(Records for the task)
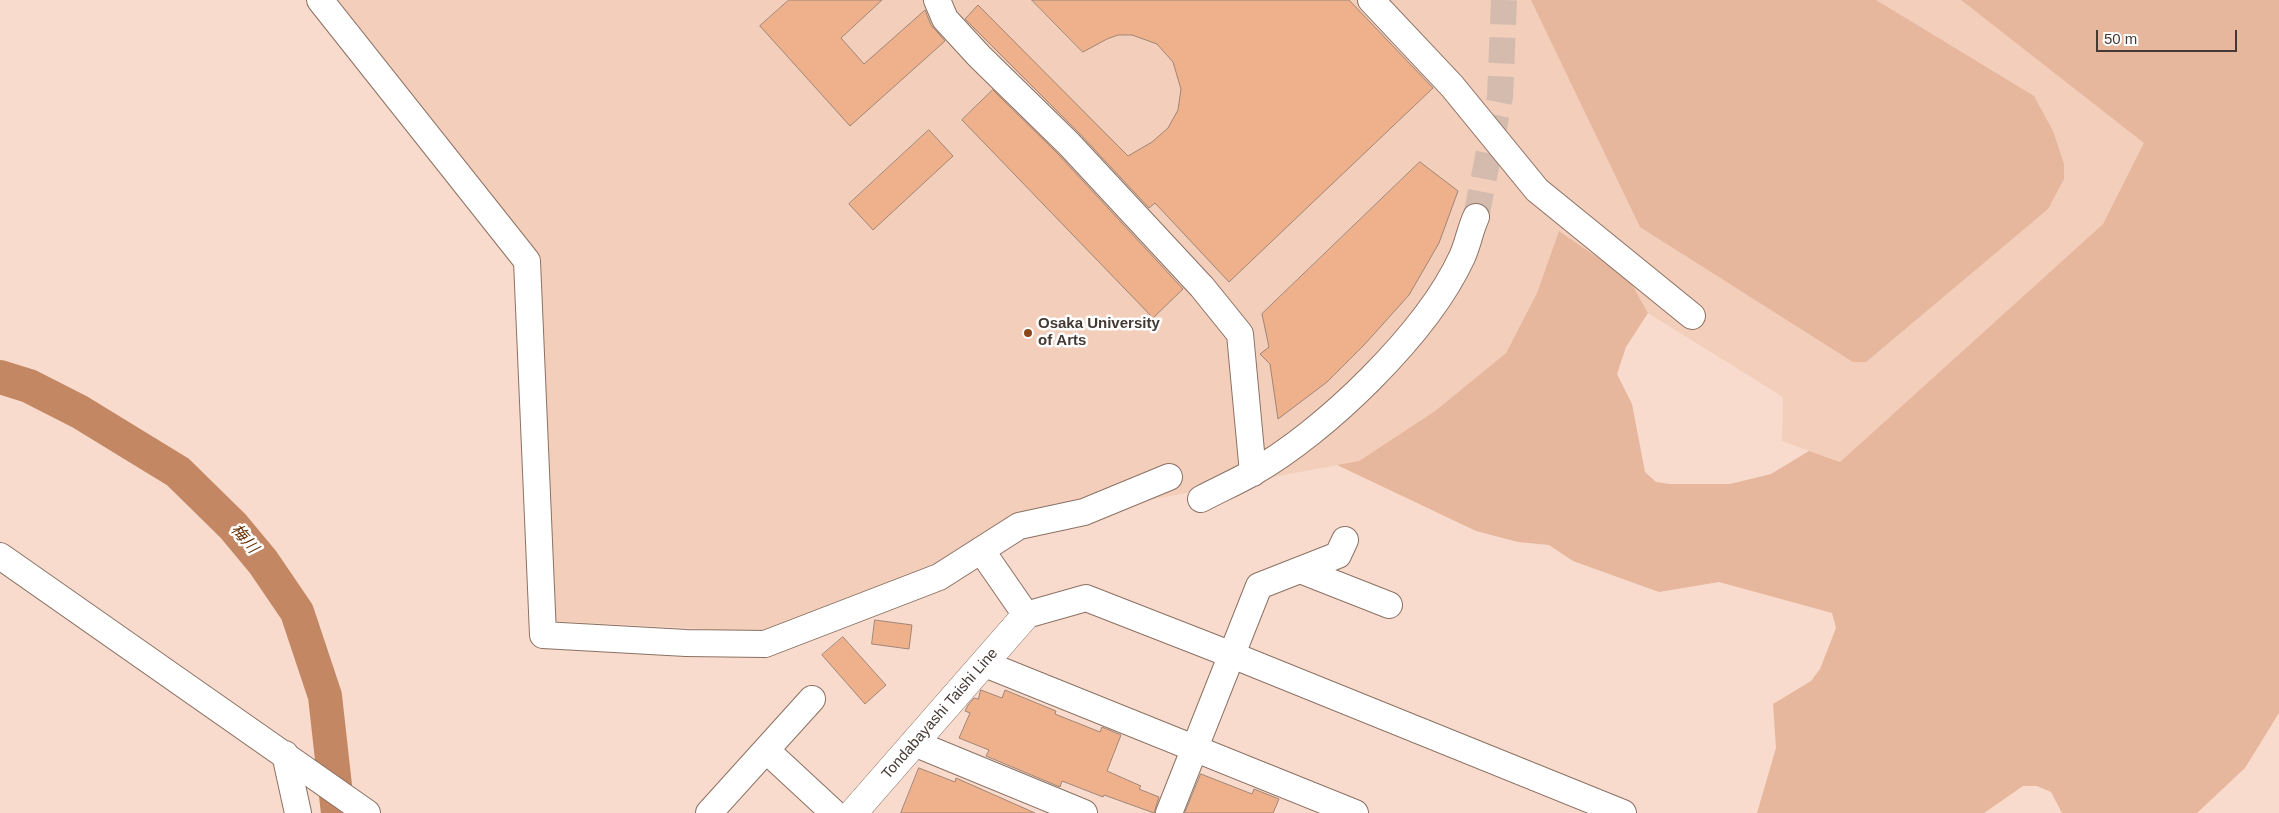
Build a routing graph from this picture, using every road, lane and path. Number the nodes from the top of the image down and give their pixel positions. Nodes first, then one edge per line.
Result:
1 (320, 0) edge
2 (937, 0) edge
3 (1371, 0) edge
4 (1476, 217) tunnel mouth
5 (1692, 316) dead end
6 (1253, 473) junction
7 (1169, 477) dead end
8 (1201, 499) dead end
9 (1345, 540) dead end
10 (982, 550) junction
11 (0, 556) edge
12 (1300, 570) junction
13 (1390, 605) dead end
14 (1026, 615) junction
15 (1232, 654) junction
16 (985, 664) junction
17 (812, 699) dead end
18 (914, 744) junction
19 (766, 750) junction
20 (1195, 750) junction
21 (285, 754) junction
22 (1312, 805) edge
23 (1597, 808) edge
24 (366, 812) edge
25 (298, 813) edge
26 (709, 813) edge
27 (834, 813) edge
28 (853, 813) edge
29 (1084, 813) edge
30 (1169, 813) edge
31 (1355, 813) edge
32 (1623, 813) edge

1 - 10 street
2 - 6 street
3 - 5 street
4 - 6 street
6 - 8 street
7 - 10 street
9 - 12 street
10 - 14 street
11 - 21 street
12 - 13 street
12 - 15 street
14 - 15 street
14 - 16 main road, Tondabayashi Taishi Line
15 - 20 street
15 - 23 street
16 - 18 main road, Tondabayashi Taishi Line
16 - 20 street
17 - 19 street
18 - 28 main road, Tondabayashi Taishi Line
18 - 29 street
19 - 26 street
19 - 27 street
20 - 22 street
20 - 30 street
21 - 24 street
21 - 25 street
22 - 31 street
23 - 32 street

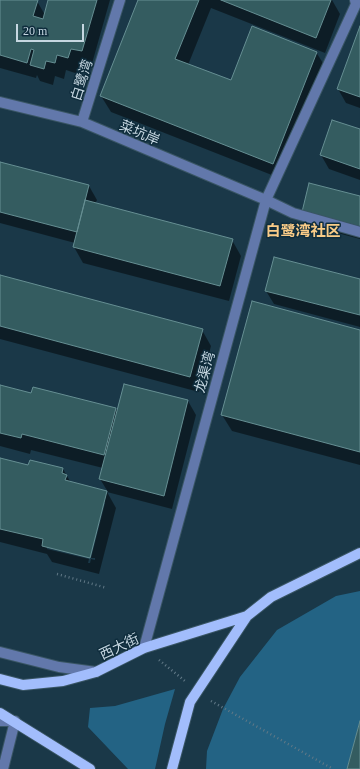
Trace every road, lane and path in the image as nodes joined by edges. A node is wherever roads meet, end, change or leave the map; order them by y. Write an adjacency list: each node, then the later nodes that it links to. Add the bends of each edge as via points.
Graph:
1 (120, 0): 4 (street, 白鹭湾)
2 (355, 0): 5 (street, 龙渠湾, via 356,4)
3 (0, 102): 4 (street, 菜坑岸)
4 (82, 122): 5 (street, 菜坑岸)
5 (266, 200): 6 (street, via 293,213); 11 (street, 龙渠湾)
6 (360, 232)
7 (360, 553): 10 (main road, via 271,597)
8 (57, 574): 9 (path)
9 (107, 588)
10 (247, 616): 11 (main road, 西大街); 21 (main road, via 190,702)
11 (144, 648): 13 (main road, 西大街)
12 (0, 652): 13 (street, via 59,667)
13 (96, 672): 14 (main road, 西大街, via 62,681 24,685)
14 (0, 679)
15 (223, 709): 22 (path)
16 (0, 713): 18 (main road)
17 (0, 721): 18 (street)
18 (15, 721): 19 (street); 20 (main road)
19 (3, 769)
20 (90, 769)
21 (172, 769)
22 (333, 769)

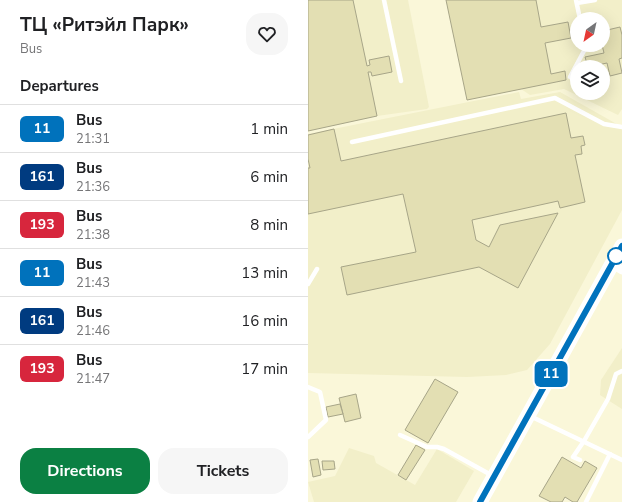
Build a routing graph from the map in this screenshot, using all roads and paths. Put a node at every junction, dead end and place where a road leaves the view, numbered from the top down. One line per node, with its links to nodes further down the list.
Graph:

(The task) Although the entries contain pictures, reproduce only the rest, exactly as written.

(Result below)
Build a routing graph from this picture, using every road, lane and path. Number the nodes from the top of the image down and give their pixel positions. Nodes first, then one edge per line.
Result:
1 (320, 0) edge
2 (937, 0) edge
3 (1371, 0) edge
4 (1476, 217) tunnel mouth
5 (1692, 316) dead end
6 (1253, 473) junction
7 (1169, 477) dead end
8 (1201, 499) dead end
9 (1345, 540) dead end
10 (982, 550) junction
11 (0, 556) edge
12 (1300, 570) junction
13 (1390, 605) dead end
14 (1026, 615) junction
15 (1232, 654) junction
16 (985, 664) junction
17 (812, 699) dead end
18 (914, 744) junction
19 (766, 750) junction
20 (1195, 750) junction
21 (285, 754) junction
22 (1312, 805) edge
23 (1597, 808) edge
24 (366, 812) edge
25 (298, 813) edge
26 (709, 813) edge
27 (834, 813) edge
28 (853, 813) edge
29 (1084, 813) edge
30 (1169, 813) edge
31 (1355, 813) edge
32 (1623, 813) edge

1 - 10 street
2 - 6 street
3 - 5 street
4 - 6 street
6 - 8 street
7 - 10 street
9 - 12 street
10 - 14 street
11 - 21 street
12 - 13 street
12 - 15 street
14 - 15 street
14 - 16 main road, Tondabayashi Taishi Line
15 - 20 street
15 - 23 street
16 - 18 main road, Tondabayashi Taishi Line
16 - 20 street
17 - 19 street
18 - 28 main road, Tondabayashi Taishi Line
18 - 29 street
19 - 26 street
19 - 27 street
20 - 22 street
20 - 30 street
21 - 24 street
21 - 25 street
22 - 31 street
23 - 32 street

Trace every road, lane and path in the image as nodes joined by edges. A node is wherever roads meet, end, change or leave the map; order them by y. Write an adjacency list: each node, then the later nodes that it links to. Add the bends of each edge as via points.
Graph:
1 (120, 0): 4 (street, 白鹭湾)
2 (355, 0): 5 (street, 龙渠湾, via 356,4)
3 (0, 102): 4 (street, 菜坑岸)
4 (82, 122): 5 (street, 菜坑岸)
5 (266, 200): 6 (street, via 293,213); 11 (street, 龙渠湾)
6 (360, 232)
7 (360, 553): 10 (main road, via 271,597)
8 (57, 574): 9 (path)
9 (107, 588)
10 (247, 616): 11 (main road, 西大街); 21 (main road, via 190,702)
11 (144, 648): 13 (main road, 西大街)
12 (0, 652): 13 (street, via 59,667)
13 (96, 672): 14 (main road, 西大街, via 62,681 24,685)
14 (0, 679)
15 (223, 709): 22 (path)
16 (0, 713): 18 (main road)
17 (0, 721): 18 (street)
18 (15, 721): 19 (street); 20 (main road)
19 (3, 769)
20 (90, 769)
21 (172, 769)
22 (333, 769)

Build a routing graph from the map in this screenshot, using all roads and paths. Put a node at every junction, dead end and place where a road leaves the view, numbered from the top down. One line per node, with its links to nodes further down the list.
Graph:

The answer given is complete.